Il dormait encore à poings fermés quand on vint l’arrêter pour avoir assassiné dans la nuit la voyante d’Haskeuï.
C’était comme un cauchemar. Au point que Morosini se demanda s’il était bien éveillé ou si sa nuit ensorcelée continuait. Il y eut sa chambre envahie de soldats aux moustaches féroces, la traversée de l’hôtel sous l’œil effaré des autres clients, le voyage dans une voiture cellulaire en compagnie de gardes armés jusqu’aux dents, la traversée du pont de Galata pour abandonner les quartiers « européens » et s’enfoncer dans Istanbul, la herse de fer d’une prison aux murs gris près des minarets blancs de Sainte-Sophie pour aboutir à une cellule froide et malodorante dans laquelle on le jeta sans ménagements dans l’attente des premiers interrogatoires. Il avait eu le temps de prendre son grand manteau de vigogne dont la chaleur lui serait précieuse dans les jours à venir. Et puis il y avait surtout cette invisible prison : la barrière d’une langue qu’il ignorait, alors que ses ravisseurs semblaient n’en connaître aucune autre… C’était le directeur terrifié du Pera Palace qui avait traduit pour lui l’ordre d’arrestation et le crime dont on l’accusait mais évidemment sans autre précision, l’officier qui commandait le détachement n’en ayant donné aucune…
Assis sur la planche nue munie d’une mauvaise couverture qui allait lui servir de lit, Aldo considéra avec incrédulité son nouveau logis : un cube de pierre dont les murs avaient été, un jour, blanchis à la chaux mais n’en gardaient que de vagues traces à côté de taches suspectes et de graffitis incompréhensibles ; un escabeau, un seau hygiénique, une lourde porte peinte en vert munie d’un judas grillé et rien d’autre. L’inventaire fait, il essaya de comprendre ce qui lui arrivait. Salomé assassinée ! Mais par qui, mon Dieu ? Et quand ? Lui-même était parti à trois heures. Le meurtrier était peut-être déjà là, guettant sa sortie. Il était même sûrement là puisque la malheureuse avait été tuée « dans la nuit » mais, au-delà de cette certitude, Morosini voyait se dresser devant lui une infranchissable barrière de questions sans réponses. Et c’était d’autant plus inquiétant que la jeune Turquie du Ghazi n’avait pas la réputation de pratiquer la simple douceur. Un homme suspect puis condamné peut-être sans beaucoup de formalité était pendu ou fusillé selon qu’il était civil ou militaire et les étrangers ne faisaient guère exception.
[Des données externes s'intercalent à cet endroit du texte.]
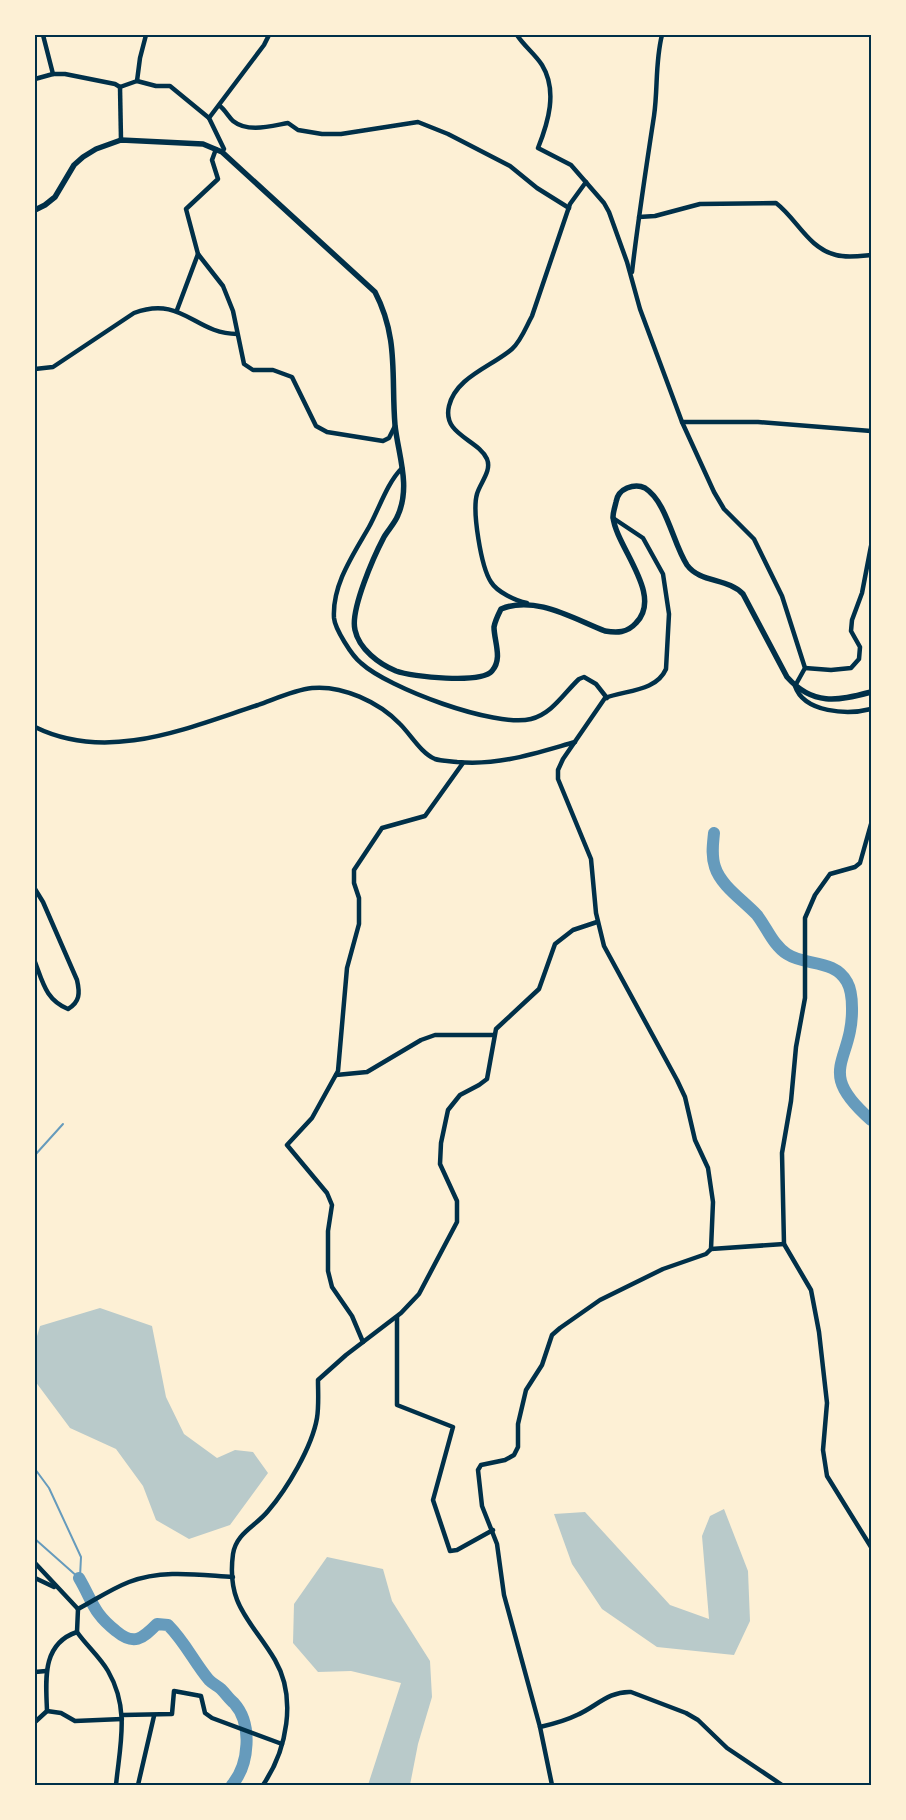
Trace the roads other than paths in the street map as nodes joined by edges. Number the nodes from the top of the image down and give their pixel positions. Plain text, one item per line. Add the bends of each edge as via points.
1 (43, 35) edge
2 (146, 35) edge
3 (269, 35) edge
4 (517, 35) edge
5 (660, 36) edge
6 (52, 74) junction
7 (35, 79) edge
8 (137, 81) junction
9 (120, 87) junction
10 (220, 106) junction
11 (209, 118) junction
12 (121, 140) junction
13 (219, 151) junction
14 (586, 182) junction
15 (569, 208) junction
16 (35, 210) edge
17 (639, 218) junction
18 (198, 254) junction
19 (871, 256) edge
20 (631, 276) junction
21 (177, 310) junction
22 (237, 334) junction
23 (35, 369) edge
24 (682, 422) junction
25 (395, 425) junction
26 (871, 431) edge
27 (402, 468) junction
28 (613, 518) junction
29 (871, 546) edge
30 (871, 569) edge
31 (865, 570) junction
32 (533, 604) junction
33 (805, 668) junction
34 (795, 686) junction
35 (871, 692) edge
36 (607, 698) junction
37 (871, 709) edge
38 (35, 727) edge
39 (577, 742) junction
40 (463, 763) junction
41 (871, 824) edge
42 (35, 889) edge
43 (597, 922) junction
44 (35, 962) edge
45 (494, 1035) junction
46 (336, 1075) junction
47 (784, 1244) junction
48 (711, 1249) junction
49 (397, 1317) junction
50 (364, 1342) junction
51 (493, 1530) junction
52 (871, 1547) edge
53 (35, 1563) edge
54 (233, 1577) junction
55 (35, 1578) edge
56 (58, 1588) junction
57 (78, 1609) junction
58 (76, 1632) junction
59 (35, 1672) edge
60 (46, 1672) junction
61 (47, 1711) junction
62 (154, 1716) junction
63 (122, 1717) junction
64 (35, 1722) edge
65 (540, 1727) junction
66 (282, 1744) junction
67 (116, 1785) edge
68 (138, 1785) edge
69 (263, 1785) edge
70 (552, 1785) edge
71 (782, 1785) edge

1 - 6 street
2 - 8 street
3 - 10 street
4 - 14 street via 543,66 550,96 546,126 538,148 571,165
5 - 17 street via 654,114
6 - 7 street
6 - 9 street
8 - 9 street
8 - 11 street via 170,86
9 - 12 street
10 - 11 street
10 - 15 street via 242,127 288,123 298,130 341,134 418,122 510,166
11 - 13 street via 224,149
12 - 13 main road via 203,144
12 - 16 main road via 96,148 83,157 74,165 55,197
13 - 18 street via 212,160 218,179 186,209
13 - 25 main road via 375,292 389,327 395,376
14 - 15 street
14 - 20 street via 609,212
15 - 32 street via 524,332 513,348 466,380 454,394 449,408 452,426 486,457 488,468 476,495 476,509 482,561 491,582 519,602
17 - 19 street via 700,204 776,203 784,207 810,240 825,251 838,256
17 - 20 street
18 - 21 street
18 - 22 street via 223,286 233,311
20 - 24 street
21 - 22 street via 224,334
21 - 23 street via 156,308 134,312 52,367
22 - 25 street via 244,364 253,370 273,370 292,377 316,426 327,432 383,440 390,438
24 - 26 street via 758,422
24 - 33 street via 724,509 754,539 782,596
25 - 27 main road
27 - 32 main road via 403,499 398,515 370,566 357,606 354,628 360,644 371,656 396,671 415,675 483,677 496,666 494,627 501,609
27 - 36 street via 335,594 336,626 360,663 413,693 503,720 528,720 541,716 579,679 596,684
28 - 32 main road via 643,587 644,609 636,624 617,633 605,631
28 - 34 main road via 617,496 622,490 634,486 645,488 658,503 687,565 697,574 737,588 743,594 787,677
28 - 36 street via 643,538 663,574 668,598 669,641 666,669 661,676 645,688
29 - 31 street
30 - 31 street
31 - 33 street via 851,632 860,647 859,659 851,668
33 - 34 street
34 - 35 main road via 811,697 826,699
34 - 37 street via 798,696 822,707 846,712
36 - 39 street
38 - 40 street via 87,743 154,738 300,691 332,688 382,710 399,722 436,760
39 - 40 street via 504,762
39 - 43 street via 563,759 558,779 591,859
40 - 46 street via 425,816 382,828 354,870 359,924 347,968
41 - 47 street via 860,863 830,874 807,910 805,998 782,1153
42 - 44 street via 77,980 80,992 76,1004 68,1009 55,1004
43 - 45 street via 573,930 555,944 539,989 505,1019
43 - 48 street via 604,946 685,1097 695,1140 711,1178
45 - 46 street via 435,1035 368,1072
45 - 49 street via 486,1079 460,1094 453,1102 442,1136 440,1164 457,1201 457,1222 419,1294
46 - 50 street via 312,1118 287,1145 327,1193 332,1205 328,1271 332,1287 352,1316
47 - 48 street
47 - 52 street via 812,1290 828,1403 823,1450 828,1476
48 - 51 street via 600,1300 552,1335 542,1365 526,1390 514,1455 481,1466 478,1470 482,1506
49 - 50 street
49 - 51 street via 397,1405 453,1427 433,1500 450,1551
50 - 54 street via 318,1380 318,1416 314,1432 293,1474 268,1512 239,1539 233,1553
51 - 65 street via 506,1602
53 - 56 street
54 - 57 street via 179,1573 152,1575 130,1581
54 - 66 street via 240,1610 275,1660 284,1682 288,1710
55 - 56 street
56 - 57 street
57 - 58 street
58 - 60 street via 61,1639 48,1658
58 - 63 street via 108,1670 118,1692
59 - 60 street
60 - 61 street
61 - 63 street via 61,1713 75,1721
61 - 64 street
62 - 63 street
62 - 66 street via 172,1714 174,1692 201,1696 205,1713 212,1718
62 - 68 street
63 - 67 street
65 - 70 street
65 - 71 street via 579,1715 606,1697 631,1692 698,1720 727,1748
66 - 69 street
À la stupeur suivie d’une espèce d’abattement succéda la colère. Allait-il, lui, prince Morosini, se laisser accrocher à une potence, quitter une vie qu’il aimait pour un crime qu’il n’avait pas commis et cela sans combattre ? Certes pas ! D’ailleurs Adalbert allait rentrer. Adalbert qui apprendrait son aventure et ferait l’impossible pour le tirer d’affaire. On pouvait lui faire confiance pour aller jusqu’à Atatürk en personne pour le sauver…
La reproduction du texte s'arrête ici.